Problem requirements: Which lines in the data below contain the word "Maestra"? Return each of them.

Stored data entries
-- Opening Marker --

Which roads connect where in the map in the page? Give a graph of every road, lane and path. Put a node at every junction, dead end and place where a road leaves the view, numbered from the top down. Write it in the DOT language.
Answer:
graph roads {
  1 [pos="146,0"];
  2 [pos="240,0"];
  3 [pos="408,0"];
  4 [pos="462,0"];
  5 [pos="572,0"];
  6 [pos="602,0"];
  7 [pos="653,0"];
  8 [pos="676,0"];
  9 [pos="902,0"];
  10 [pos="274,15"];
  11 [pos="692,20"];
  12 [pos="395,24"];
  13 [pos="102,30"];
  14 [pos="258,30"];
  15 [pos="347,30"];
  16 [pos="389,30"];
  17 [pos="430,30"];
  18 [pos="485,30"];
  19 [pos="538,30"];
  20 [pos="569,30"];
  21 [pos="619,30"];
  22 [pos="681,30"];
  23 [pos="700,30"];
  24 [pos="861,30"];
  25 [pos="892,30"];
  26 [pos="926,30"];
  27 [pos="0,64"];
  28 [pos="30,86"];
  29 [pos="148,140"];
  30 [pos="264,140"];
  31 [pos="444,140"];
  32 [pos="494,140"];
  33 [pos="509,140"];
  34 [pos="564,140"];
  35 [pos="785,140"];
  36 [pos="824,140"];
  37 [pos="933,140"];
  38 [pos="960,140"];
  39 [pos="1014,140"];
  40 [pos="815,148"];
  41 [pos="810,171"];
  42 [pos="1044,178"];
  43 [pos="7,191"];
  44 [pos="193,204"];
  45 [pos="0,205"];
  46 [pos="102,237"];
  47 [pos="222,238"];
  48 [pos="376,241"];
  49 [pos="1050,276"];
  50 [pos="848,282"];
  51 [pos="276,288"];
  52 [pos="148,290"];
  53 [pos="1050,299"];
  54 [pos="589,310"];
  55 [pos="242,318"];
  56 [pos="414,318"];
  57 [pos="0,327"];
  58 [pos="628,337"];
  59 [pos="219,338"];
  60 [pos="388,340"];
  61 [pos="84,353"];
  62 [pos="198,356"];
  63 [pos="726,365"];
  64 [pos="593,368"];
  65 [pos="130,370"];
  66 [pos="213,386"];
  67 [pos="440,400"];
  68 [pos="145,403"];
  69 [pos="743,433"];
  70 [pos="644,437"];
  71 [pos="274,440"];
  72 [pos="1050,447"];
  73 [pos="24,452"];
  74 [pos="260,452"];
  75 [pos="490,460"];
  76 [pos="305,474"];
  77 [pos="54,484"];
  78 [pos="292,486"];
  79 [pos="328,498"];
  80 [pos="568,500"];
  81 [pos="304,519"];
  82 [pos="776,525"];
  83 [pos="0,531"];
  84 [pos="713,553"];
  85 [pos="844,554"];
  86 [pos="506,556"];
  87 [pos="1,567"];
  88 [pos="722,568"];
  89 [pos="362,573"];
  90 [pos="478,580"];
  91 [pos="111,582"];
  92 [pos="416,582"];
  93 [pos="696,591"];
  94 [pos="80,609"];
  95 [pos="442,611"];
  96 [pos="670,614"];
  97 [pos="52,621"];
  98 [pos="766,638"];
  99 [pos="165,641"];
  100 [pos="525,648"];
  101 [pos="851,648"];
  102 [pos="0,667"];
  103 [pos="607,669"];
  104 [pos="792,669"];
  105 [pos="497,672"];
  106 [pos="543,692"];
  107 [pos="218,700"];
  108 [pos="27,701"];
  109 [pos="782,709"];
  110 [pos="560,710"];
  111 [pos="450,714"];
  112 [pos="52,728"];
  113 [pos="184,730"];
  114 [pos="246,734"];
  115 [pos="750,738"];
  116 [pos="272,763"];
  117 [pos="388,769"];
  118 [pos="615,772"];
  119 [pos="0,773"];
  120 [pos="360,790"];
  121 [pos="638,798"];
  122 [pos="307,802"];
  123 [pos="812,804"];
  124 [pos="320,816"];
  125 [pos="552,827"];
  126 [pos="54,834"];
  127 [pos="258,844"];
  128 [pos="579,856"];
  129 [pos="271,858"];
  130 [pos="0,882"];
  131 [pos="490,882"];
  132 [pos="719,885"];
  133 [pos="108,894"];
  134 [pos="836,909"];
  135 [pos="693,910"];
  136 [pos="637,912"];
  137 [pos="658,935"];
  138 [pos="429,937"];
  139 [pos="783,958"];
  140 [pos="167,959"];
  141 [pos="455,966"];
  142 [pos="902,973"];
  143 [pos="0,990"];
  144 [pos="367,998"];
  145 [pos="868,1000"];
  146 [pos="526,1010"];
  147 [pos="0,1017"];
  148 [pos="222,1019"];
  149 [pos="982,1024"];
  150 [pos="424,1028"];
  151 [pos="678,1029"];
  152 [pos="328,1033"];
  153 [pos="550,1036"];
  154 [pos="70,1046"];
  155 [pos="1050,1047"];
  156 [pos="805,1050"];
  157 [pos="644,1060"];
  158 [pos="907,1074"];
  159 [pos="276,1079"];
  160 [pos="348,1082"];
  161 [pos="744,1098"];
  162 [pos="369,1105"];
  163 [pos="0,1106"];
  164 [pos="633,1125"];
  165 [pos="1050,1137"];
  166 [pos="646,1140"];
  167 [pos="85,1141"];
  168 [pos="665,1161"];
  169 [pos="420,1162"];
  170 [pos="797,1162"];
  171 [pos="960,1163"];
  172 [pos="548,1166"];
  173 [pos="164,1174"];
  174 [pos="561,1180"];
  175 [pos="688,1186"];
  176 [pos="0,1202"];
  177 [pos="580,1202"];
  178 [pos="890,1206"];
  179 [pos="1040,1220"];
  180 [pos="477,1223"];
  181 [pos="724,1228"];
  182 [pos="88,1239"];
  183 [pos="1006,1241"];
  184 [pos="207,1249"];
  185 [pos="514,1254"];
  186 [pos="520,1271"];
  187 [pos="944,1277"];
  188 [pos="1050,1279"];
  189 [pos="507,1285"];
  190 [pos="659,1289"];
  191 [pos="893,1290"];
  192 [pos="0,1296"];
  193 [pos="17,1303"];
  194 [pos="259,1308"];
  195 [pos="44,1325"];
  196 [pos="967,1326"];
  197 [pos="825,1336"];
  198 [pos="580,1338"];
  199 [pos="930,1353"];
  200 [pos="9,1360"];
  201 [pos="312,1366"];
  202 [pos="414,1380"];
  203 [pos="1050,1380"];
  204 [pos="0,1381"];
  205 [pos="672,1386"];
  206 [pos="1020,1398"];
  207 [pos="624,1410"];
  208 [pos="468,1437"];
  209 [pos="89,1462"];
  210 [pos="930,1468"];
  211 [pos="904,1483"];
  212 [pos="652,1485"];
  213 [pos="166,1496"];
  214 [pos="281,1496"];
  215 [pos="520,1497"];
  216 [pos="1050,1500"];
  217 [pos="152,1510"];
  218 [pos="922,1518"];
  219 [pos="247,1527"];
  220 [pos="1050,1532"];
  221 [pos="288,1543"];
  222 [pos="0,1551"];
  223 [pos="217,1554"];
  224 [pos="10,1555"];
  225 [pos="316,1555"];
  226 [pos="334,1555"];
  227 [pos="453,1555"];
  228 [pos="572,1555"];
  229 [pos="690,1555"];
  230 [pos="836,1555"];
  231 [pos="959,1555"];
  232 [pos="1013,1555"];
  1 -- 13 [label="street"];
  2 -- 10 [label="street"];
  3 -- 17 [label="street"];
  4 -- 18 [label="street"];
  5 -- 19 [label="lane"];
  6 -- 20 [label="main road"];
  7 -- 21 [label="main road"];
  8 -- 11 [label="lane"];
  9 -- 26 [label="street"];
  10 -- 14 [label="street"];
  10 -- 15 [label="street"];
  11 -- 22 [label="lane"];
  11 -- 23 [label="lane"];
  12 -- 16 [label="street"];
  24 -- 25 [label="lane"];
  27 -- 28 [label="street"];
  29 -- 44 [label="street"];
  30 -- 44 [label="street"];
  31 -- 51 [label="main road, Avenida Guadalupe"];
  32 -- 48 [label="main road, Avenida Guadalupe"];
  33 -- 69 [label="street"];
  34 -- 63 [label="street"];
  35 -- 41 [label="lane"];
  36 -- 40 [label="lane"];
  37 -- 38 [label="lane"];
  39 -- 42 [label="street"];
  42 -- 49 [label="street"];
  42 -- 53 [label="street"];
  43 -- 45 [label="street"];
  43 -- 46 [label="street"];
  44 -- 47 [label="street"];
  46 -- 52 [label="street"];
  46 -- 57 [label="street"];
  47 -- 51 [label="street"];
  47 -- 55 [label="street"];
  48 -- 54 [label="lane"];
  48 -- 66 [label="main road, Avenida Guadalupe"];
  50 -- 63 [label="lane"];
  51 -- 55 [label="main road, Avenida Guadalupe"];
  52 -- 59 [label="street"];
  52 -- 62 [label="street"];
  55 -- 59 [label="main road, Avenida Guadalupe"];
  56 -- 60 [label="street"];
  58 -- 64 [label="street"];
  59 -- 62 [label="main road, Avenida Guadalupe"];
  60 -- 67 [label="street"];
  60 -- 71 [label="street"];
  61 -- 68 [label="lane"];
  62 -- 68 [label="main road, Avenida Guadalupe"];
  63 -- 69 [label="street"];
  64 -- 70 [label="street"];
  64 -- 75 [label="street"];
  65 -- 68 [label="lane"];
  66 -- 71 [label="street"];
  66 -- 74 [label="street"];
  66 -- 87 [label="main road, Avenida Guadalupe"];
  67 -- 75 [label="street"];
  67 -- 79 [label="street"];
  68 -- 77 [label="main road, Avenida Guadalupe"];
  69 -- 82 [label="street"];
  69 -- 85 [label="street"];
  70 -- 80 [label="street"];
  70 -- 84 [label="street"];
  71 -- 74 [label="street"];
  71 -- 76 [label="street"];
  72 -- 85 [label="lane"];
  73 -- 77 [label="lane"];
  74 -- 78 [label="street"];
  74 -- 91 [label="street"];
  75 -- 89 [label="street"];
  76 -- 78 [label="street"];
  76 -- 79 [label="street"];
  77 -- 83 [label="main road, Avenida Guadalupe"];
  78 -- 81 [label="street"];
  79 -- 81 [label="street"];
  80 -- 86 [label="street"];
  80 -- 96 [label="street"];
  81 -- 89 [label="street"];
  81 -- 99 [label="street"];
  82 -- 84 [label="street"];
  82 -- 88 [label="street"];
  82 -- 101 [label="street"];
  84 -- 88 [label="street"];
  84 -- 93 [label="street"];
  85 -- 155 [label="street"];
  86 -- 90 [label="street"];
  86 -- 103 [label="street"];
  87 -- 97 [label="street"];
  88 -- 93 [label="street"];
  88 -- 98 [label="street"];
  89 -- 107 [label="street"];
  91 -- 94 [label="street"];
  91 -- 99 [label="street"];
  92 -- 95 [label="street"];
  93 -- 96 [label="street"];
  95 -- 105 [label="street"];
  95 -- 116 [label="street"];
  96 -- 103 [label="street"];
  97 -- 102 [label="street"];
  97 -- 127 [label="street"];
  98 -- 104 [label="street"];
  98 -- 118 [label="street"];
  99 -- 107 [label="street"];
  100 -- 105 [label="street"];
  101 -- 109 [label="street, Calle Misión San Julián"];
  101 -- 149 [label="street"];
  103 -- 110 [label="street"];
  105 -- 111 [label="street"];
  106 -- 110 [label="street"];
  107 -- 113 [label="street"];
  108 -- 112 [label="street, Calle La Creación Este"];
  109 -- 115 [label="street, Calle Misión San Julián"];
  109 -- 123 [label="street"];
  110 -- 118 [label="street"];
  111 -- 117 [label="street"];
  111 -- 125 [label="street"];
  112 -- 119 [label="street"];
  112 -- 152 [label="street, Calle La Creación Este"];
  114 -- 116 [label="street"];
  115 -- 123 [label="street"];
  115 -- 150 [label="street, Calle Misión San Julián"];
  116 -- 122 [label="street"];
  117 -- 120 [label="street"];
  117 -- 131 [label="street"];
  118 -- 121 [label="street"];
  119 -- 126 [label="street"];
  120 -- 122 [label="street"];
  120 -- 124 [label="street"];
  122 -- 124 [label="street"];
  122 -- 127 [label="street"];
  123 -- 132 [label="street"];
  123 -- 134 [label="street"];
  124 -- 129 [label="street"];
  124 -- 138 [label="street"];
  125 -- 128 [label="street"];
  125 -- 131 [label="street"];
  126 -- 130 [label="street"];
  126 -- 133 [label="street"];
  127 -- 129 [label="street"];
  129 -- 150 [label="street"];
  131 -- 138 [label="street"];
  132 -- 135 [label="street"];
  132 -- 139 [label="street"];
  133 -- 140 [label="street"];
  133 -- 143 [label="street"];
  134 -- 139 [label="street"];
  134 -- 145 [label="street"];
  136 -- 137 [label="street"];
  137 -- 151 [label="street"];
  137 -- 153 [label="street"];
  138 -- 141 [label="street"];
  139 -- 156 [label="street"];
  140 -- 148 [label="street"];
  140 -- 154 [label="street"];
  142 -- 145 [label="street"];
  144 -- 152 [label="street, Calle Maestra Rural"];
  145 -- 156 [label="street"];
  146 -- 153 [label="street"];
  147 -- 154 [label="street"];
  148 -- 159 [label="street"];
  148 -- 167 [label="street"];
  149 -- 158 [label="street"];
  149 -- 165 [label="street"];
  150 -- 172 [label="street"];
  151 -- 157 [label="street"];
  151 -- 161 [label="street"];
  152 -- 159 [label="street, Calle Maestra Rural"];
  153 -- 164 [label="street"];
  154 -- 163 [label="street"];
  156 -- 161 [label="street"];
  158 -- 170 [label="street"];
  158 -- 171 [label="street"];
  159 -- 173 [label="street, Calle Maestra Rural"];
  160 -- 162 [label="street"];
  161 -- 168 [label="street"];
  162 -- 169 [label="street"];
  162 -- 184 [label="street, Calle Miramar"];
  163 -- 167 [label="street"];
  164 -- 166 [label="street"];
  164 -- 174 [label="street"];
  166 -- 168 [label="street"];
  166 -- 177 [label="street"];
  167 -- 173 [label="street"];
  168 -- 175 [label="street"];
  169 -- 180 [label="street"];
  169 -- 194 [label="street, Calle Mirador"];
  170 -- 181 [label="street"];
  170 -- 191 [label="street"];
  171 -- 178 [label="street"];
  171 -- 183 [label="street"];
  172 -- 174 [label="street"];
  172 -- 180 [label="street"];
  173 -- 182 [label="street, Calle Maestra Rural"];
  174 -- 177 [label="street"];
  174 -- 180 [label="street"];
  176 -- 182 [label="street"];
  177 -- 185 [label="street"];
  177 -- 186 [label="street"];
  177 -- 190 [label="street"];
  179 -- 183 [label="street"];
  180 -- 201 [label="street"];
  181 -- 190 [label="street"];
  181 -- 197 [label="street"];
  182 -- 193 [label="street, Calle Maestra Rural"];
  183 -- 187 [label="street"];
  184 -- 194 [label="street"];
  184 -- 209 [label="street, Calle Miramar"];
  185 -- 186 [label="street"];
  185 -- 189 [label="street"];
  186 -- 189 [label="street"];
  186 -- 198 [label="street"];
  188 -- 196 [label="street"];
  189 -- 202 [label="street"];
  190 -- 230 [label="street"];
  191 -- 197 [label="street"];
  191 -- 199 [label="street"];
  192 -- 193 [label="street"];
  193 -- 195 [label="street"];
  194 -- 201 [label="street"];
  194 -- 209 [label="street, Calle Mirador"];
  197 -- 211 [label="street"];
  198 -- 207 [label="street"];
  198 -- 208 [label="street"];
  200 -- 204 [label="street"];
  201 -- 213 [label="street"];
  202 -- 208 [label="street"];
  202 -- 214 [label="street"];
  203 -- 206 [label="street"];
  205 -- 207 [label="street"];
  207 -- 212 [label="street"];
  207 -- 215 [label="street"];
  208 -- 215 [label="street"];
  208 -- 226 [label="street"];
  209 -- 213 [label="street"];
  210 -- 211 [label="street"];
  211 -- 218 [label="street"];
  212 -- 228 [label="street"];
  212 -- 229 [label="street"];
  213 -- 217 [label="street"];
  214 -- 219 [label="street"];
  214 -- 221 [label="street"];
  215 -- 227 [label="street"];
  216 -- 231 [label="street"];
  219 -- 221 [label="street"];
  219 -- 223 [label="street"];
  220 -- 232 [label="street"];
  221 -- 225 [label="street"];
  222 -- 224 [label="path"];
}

-- Closing Marker --

Answer section:
  144 -- 152 [label="street, Calle Maestra Rural"];
  152 -- 159 [label="street, Calle Maestra Rural"];
  159 -- 173 [label="street, Calle Maestra Rural"];
  173 -- 182 [label="street, Calle Maestra Rural"];
  182 -- 193 [label="street, Calle Maestra Rural"];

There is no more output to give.